Опис : http://www.janethull.com/shop/images/Lithium.jpg

Lithium salts (e.g., acetate, carbonate) are effective in controlling the manic phase. The effect becomes evident approx. 10 d after the start of therapy. The small therapeutic index necessitates frequent monitoring of Li+ serum levels. Therapeutic levels should be kept between 0.8–1.0 mM in fasting morning blood samples. At higher values there is a risk of adverse effects. CNS symptoms include fine tremor, ataxia or seizures. Inhibition of the renal actions of vasopressin leads to polyuria and thirst. Thyroid function is impaired, with compensatory development of (euthyroid) goiter. The mechanism of action of Li ions remains to be fully elucidated. Chemically, lithium is the lightest of the alkali metals, which include such biologically important elements as sodium and potassium.
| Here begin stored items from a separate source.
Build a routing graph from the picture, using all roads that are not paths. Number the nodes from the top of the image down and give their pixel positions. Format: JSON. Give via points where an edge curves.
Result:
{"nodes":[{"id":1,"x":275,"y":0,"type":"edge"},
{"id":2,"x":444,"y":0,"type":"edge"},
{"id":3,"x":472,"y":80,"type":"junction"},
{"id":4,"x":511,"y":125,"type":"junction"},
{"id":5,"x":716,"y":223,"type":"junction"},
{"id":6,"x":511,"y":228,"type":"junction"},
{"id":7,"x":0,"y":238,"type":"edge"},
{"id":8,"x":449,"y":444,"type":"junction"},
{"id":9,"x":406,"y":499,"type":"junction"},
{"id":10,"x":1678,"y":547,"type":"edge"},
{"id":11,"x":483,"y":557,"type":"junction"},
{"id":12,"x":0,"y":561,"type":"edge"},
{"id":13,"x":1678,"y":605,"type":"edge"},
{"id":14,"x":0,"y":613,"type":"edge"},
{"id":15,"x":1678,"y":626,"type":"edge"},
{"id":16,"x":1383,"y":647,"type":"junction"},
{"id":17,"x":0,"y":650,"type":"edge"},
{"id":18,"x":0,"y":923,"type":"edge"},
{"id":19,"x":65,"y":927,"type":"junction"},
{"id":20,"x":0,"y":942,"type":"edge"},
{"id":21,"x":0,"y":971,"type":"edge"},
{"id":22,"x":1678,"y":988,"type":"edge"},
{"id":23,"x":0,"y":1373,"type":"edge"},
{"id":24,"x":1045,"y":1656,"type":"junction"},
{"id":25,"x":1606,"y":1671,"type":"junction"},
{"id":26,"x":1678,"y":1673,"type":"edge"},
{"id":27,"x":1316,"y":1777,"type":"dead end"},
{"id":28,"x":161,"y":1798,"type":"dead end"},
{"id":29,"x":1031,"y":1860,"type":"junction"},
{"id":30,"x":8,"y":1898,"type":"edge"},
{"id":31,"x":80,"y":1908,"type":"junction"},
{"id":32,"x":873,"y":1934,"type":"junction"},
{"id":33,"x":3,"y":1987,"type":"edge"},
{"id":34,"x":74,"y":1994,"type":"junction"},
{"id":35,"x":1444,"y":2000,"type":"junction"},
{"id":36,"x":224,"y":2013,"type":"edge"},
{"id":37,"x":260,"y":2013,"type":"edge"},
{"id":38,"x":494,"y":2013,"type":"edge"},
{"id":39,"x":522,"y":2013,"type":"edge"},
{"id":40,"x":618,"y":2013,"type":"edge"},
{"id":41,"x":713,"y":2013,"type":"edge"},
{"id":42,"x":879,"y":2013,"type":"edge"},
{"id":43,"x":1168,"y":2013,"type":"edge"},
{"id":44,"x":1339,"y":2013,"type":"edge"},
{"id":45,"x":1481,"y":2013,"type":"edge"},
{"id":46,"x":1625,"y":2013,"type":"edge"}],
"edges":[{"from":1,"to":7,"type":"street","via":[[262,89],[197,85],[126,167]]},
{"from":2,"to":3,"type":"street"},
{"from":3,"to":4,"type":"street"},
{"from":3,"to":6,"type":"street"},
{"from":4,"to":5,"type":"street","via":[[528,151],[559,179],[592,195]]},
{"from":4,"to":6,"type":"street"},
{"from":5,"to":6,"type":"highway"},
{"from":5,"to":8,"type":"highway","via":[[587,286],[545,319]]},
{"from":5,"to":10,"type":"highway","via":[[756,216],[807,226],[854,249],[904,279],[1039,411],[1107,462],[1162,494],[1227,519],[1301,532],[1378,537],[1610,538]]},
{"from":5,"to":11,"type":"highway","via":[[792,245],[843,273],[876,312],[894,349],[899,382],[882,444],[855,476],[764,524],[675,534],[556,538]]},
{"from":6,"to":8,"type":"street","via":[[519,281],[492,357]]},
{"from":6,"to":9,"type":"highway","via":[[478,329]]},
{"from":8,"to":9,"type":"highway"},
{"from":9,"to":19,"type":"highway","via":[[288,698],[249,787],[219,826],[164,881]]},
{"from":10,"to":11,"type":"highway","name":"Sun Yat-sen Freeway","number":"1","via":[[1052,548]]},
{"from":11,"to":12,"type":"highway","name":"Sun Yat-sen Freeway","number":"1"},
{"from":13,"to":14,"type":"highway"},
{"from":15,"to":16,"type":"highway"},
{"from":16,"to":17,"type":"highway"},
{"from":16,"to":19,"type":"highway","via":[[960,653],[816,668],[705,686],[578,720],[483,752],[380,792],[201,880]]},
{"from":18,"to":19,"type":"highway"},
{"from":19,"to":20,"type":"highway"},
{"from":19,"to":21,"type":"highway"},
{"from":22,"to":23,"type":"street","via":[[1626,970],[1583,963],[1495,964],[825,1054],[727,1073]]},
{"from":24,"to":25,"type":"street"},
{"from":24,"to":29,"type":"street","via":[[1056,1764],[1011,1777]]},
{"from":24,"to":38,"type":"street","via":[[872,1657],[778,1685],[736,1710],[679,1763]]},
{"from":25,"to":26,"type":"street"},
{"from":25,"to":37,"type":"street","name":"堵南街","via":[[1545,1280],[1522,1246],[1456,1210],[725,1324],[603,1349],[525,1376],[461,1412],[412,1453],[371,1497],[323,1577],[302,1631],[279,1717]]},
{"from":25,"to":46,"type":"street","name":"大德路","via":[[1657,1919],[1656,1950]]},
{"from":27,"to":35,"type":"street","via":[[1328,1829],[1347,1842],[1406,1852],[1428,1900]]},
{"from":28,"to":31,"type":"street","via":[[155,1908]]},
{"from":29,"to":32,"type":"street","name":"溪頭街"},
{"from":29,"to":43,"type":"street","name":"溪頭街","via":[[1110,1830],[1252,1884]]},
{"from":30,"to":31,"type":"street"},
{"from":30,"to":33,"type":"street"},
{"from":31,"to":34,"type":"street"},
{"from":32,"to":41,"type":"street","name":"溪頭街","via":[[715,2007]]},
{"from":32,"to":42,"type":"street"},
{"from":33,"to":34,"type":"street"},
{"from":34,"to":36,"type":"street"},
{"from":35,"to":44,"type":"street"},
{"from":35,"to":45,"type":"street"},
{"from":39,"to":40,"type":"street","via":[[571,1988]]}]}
Apart from interference with transmembrane cation fluxes (via ion channels and pumps), a lithium effect of major significance appears to be membrane depletion of phosphatidylinositol bisphosphates, the principal lipid substrate used by various receptors in transmembrane signalling. Blockade of this important signal transduction pathway leads to impaired ability of neurons to respond to activation of membrane receptors for transmitters or other chemical signals. Another site of action of lithium may be GTP-binding proteins responsible for signal transduction initiated by formation of the agonist- receptor complex. Rapid control of an acute attack of mania may require the use of a neuroleptic.